_Activity:_ Your task is to gather the lines below that hold the string "result".

════════

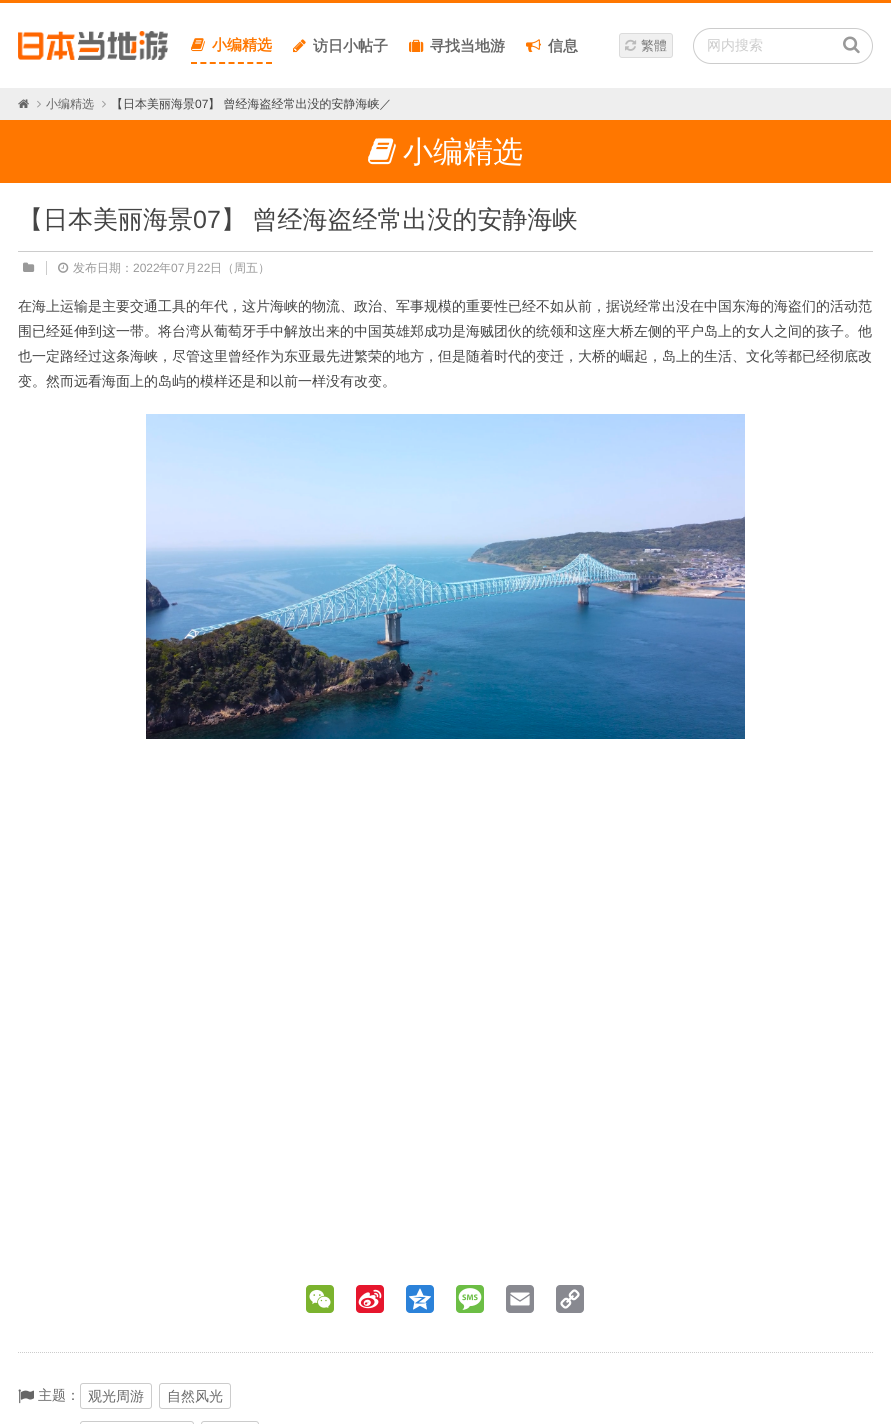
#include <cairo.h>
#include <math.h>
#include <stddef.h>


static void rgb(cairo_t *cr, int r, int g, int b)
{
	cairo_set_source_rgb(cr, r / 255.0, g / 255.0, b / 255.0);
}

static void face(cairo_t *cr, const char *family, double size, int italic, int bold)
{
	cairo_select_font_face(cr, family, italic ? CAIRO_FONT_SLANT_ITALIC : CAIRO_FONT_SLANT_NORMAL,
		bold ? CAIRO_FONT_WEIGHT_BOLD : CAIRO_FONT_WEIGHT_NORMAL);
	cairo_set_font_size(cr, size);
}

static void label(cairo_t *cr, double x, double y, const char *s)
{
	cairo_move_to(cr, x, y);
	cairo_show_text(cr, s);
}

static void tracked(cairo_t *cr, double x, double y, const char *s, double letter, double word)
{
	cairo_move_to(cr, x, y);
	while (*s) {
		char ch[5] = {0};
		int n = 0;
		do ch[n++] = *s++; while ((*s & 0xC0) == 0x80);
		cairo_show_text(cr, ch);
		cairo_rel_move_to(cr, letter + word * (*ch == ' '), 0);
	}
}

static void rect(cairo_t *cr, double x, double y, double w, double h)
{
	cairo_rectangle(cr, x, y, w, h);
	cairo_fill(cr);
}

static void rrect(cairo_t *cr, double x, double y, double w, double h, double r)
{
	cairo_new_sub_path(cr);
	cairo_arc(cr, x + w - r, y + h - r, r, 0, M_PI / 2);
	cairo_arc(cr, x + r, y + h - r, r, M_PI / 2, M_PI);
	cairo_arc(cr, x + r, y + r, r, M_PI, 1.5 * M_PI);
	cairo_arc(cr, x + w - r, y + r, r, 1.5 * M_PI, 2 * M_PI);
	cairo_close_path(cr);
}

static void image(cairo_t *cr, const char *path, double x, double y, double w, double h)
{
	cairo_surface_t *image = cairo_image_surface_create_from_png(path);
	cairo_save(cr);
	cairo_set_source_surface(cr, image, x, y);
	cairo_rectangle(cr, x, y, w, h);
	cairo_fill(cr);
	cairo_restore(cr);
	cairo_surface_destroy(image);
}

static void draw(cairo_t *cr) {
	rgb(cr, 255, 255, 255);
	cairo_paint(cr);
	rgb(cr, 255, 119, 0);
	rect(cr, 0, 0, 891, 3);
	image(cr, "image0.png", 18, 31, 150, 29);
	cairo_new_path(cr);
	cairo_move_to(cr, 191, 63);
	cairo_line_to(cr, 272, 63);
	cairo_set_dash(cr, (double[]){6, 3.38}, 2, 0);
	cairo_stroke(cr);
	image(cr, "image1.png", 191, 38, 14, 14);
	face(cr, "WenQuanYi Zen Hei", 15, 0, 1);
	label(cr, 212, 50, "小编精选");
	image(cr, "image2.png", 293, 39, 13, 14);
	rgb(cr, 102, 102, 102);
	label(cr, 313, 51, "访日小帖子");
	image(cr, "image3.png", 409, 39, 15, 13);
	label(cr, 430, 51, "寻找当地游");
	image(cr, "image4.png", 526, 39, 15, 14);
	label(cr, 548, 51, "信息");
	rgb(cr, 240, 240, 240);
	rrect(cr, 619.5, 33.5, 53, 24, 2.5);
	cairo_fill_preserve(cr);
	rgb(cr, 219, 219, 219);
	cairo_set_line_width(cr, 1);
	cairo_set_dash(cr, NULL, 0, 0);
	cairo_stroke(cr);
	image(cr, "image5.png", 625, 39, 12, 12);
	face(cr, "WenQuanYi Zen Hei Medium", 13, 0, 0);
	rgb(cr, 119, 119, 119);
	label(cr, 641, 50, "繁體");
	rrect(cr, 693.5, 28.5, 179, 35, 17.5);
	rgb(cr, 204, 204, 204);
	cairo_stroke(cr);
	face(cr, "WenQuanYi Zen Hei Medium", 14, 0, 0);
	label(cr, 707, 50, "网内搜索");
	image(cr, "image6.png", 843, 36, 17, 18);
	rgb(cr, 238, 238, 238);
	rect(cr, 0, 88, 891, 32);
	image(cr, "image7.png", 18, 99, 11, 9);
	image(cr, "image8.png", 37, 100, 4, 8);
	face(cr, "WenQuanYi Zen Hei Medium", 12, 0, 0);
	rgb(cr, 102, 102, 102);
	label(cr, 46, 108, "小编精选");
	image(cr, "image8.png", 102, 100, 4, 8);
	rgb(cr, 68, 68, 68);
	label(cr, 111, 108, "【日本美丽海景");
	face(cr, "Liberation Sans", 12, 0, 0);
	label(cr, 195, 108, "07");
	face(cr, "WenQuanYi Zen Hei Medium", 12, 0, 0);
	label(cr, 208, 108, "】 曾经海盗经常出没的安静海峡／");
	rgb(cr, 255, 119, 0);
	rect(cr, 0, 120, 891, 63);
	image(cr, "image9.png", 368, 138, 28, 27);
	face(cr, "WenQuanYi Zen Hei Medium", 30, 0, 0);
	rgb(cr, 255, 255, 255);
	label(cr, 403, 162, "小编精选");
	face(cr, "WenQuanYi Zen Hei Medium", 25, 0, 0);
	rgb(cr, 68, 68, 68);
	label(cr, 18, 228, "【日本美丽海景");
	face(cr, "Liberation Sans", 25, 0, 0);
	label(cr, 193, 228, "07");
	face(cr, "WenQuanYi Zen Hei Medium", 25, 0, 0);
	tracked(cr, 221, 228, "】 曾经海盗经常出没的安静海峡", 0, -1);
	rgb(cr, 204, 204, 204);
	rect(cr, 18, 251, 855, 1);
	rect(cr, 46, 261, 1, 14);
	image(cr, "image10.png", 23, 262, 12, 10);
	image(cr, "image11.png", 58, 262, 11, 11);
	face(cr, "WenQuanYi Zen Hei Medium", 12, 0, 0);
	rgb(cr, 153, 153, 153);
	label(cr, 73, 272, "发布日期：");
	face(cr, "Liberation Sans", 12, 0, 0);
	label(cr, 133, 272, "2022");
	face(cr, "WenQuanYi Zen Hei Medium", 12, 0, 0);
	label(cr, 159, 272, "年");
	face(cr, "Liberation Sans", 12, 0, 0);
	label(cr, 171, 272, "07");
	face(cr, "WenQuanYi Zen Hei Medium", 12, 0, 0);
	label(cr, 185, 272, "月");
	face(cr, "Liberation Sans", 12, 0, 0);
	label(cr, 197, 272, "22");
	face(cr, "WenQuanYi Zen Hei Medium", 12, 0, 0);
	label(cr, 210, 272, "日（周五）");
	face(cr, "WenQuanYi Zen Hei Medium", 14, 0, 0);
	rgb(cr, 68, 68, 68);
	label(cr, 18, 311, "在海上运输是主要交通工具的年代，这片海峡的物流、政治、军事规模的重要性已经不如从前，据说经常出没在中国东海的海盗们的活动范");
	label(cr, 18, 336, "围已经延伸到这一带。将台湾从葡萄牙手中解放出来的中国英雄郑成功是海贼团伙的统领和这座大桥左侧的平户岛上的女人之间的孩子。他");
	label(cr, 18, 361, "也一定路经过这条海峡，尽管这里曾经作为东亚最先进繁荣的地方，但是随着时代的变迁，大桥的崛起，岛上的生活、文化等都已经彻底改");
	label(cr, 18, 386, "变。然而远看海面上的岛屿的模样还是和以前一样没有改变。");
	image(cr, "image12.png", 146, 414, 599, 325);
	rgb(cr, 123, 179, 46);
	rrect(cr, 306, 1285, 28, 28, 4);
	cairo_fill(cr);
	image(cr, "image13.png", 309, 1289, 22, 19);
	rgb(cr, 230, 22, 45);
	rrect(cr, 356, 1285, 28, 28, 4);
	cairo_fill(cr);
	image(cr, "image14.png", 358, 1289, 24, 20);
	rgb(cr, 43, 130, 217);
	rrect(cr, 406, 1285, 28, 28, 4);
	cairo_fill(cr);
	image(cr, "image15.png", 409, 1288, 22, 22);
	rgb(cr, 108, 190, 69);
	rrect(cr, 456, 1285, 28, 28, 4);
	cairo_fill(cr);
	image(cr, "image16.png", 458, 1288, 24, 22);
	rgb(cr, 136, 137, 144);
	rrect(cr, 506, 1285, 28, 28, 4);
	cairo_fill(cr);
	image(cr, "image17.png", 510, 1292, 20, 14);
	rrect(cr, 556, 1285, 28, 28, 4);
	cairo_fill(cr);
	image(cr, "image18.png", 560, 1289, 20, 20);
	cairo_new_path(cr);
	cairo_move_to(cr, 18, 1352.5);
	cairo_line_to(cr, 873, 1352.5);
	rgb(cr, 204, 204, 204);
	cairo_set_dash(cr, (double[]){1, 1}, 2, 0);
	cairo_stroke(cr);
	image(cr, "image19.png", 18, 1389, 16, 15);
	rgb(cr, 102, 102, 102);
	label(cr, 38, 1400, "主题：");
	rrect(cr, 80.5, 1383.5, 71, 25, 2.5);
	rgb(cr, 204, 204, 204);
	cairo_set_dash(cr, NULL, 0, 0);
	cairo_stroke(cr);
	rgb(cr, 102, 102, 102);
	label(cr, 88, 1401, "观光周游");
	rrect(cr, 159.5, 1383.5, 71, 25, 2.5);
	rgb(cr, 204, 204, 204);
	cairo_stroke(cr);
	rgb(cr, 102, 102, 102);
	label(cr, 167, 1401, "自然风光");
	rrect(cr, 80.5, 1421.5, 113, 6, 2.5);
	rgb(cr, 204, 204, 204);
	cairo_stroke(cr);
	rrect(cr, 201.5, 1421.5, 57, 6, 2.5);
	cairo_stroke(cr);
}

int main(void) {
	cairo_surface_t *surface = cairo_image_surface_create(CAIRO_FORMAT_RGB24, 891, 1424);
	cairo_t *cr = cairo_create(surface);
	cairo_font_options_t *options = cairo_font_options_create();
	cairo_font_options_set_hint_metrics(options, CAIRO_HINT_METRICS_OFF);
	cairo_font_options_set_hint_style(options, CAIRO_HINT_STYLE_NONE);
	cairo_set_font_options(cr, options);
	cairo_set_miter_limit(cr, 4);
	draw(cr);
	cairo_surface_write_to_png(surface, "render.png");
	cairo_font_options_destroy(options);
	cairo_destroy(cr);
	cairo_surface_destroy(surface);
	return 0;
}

════════

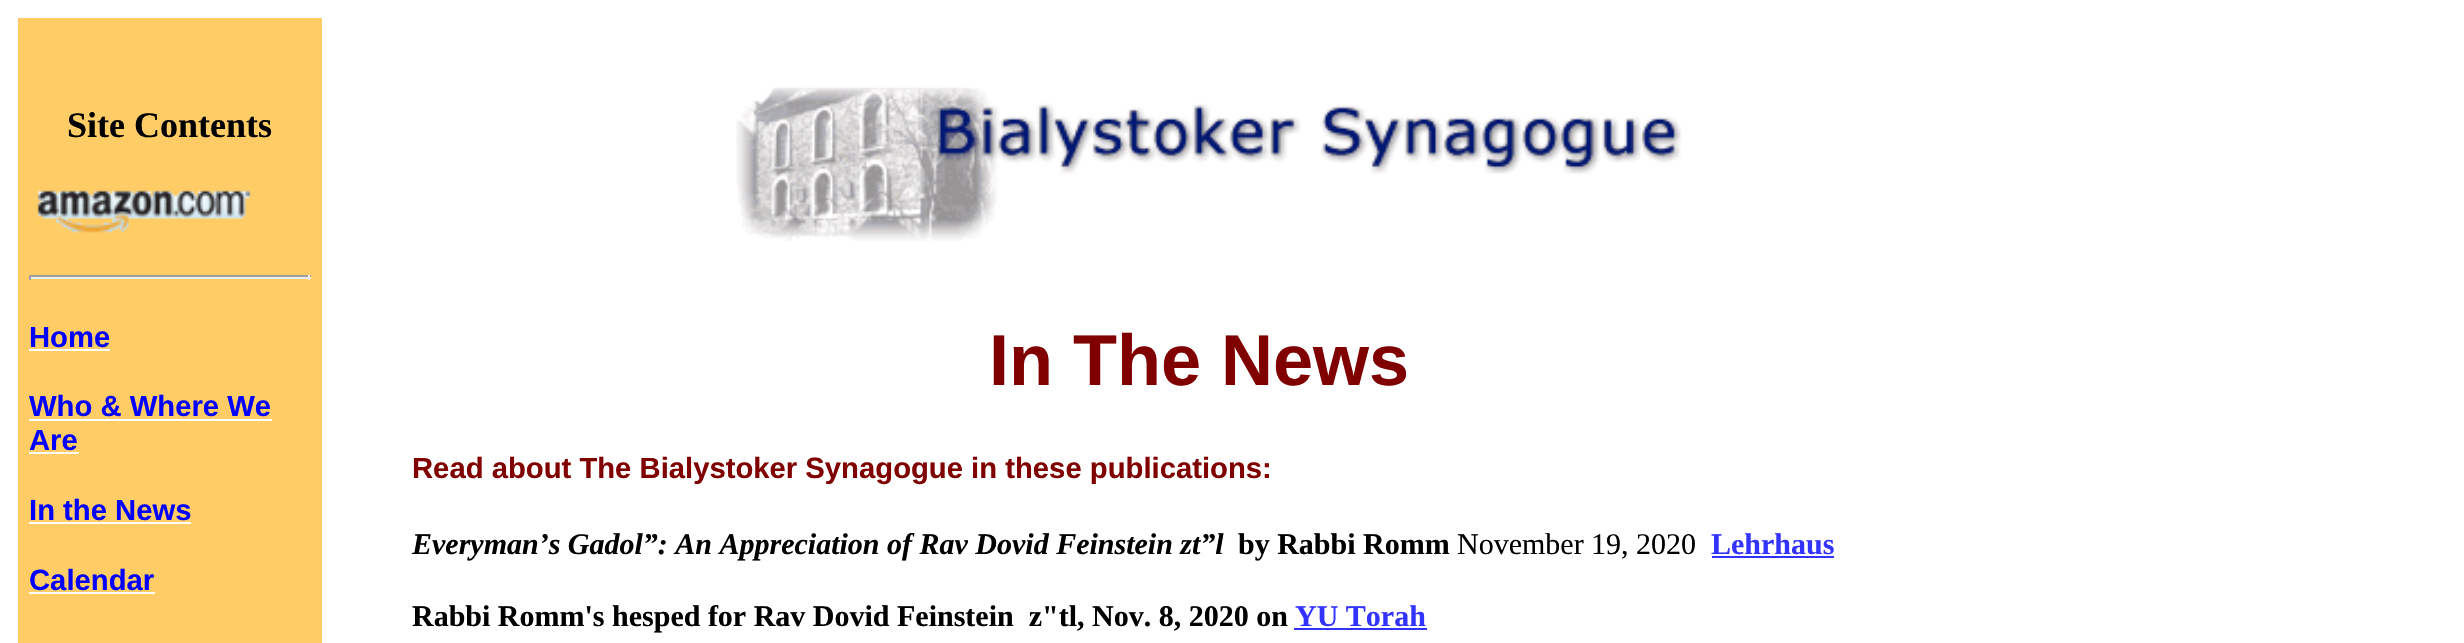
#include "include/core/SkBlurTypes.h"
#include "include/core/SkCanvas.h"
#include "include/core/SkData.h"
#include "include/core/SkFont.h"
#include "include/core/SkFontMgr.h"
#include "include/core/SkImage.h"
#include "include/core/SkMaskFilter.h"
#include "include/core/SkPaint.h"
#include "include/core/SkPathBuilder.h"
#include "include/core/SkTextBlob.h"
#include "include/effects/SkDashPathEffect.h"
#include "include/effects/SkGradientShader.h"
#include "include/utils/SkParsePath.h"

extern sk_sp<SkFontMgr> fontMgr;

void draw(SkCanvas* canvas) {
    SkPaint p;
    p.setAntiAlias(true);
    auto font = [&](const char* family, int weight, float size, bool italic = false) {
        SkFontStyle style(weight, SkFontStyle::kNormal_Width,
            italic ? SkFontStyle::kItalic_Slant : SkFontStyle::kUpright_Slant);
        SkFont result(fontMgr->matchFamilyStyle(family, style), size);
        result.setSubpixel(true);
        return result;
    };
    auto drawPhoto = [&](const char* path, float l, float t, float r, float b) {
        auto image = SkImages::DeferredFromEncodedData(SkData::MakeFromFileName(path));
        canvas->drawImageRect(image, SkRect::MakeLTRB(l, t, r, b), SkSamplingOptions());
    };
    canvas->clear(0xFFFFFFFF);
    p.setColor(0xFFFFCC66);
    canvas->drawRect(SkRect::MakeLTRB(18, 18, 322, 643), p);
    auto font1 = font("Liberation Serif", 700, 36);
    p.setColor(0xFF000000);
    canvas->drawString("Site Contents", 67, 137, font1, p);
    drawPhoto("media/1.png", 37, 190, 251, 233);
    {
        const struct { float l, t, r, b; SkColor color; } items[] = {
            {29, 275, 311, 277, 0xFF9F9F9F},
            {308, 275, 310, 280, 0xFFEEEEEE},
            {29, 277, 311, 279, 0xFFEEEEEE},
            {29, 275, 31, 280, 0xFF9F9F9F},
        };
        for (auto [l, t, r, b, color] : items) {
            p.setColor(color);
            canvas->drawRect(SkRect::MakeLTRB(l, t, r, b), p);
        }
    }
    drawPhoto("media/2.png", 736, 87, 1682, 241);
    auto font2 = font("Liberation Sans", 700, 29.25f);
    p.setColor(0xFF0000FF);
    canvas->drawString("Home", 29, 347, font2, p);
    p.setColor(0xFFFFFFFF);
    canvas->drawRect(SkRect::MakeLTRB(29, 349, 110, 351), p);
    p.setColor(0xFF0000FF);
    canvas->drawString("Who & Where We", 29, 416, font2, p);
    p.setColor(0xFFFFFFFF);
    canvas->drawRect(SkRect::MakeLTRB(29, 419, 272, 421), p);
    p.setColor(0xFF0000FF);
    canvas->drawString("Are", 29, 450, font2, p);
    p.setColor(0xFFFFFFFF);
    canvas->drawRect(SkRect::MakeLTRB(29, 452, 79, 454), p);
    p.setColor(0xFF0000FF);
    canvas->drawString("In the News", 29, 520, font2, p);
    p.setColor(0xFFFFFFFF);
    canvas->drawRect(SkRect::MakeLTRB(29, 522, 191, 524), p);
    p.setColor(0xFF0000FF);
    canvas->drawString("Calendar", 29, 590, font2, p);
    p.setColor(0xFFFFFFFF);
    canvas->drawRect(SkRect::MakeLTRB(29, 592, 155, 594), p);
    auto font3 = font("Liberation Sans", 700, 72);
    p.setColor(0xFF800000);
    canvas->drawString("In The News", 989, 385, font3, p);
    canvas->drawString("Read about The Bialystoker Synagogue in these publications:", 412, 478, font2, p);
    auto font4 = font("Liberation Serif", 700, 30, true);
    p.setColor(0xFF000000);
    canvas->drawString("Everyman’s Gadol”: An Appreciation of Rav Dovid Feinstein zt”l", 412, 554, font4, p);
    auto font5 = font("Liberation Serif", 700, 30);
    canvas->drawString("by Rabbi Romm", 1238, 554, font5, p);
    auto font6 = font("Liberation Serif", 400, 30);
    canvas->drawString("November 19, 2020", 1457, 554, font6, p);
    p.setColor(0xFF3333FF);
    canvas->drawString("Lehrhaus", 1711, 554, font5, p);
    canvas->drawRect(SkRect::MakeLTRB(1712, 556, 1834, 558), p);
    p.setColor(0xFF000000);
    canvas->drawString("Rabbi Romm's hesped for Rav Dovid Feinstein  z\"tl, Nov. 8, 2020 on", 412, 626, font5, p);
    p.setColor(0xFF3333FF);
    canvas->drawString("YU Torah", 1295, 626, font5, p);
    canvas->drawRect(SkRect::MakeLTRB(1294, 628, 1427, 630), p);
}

════════

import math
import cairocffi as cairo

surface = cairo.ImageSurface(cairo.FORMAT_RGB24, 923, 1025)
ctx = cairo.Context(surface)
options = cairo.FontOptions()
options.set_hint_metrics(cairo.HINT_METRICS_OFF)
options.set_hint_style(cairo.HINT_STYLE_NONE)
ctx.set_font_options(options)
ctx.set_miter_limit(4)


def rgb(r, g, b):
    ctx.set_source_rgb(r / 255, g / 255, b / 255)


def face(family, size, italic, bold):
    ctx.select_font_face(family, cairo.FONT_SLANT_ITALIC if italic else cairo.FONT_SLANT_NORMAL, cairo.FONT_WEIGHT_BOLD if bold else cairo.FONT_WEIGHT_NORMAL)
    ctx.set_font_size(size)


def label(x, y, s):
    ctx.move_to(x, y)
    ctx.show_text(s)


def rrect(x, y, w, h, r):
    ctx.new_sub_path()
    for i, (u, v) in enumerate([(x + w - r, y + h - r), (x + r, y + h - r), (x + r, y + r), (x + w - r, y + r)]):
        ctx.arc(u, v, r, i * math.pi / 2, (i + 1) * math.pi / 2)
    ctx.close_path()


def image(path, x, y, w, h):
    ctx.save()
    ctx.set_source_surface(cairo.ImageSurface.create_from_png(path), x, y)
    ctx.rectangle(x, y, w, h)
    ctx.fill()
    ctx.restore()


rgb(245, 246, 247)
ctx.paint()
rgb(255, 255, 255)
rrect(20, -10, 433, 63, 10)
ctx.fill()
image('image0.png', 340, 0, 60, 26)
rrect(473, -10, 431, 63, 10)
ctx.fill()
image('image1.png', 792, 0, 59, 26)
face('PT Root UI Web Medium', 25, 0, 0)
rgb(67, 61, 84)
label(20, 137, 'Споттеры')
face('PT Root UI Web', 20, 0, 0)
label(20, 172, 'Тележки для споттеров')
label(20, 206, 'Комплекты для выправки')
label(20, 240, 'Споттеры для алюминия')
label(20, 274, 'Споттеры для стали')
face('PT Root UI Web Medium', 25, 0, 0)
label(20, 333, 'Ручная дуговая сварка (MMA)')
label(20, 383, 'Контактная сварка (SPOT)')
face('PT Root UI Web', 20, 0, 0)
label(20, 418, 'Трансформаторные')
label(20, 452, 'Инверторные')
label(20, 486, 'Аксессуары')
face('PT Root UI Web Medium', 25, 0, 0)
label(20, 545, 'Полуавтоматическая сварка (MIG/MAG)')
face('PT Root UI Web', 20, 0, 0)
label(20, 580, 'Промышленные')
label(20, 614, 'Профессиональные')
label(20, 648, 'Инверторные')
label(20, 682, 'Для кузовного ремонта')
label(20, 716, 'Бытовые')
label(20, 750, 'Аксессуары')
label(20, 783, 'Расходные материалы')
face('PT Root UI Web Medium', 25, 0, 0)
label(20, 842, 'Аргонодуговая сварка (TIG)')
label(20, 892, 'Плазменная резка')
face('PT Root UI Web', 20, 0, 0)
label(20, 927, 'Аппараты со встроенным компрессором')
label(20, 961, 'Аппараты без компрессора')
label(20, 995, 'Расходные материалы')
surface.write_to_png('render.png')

════════

_Expected output:_
        SkFont result(fontMgr->matchFamilyStyle(family, style), size);
        result.setSubpixel(true);
        return result;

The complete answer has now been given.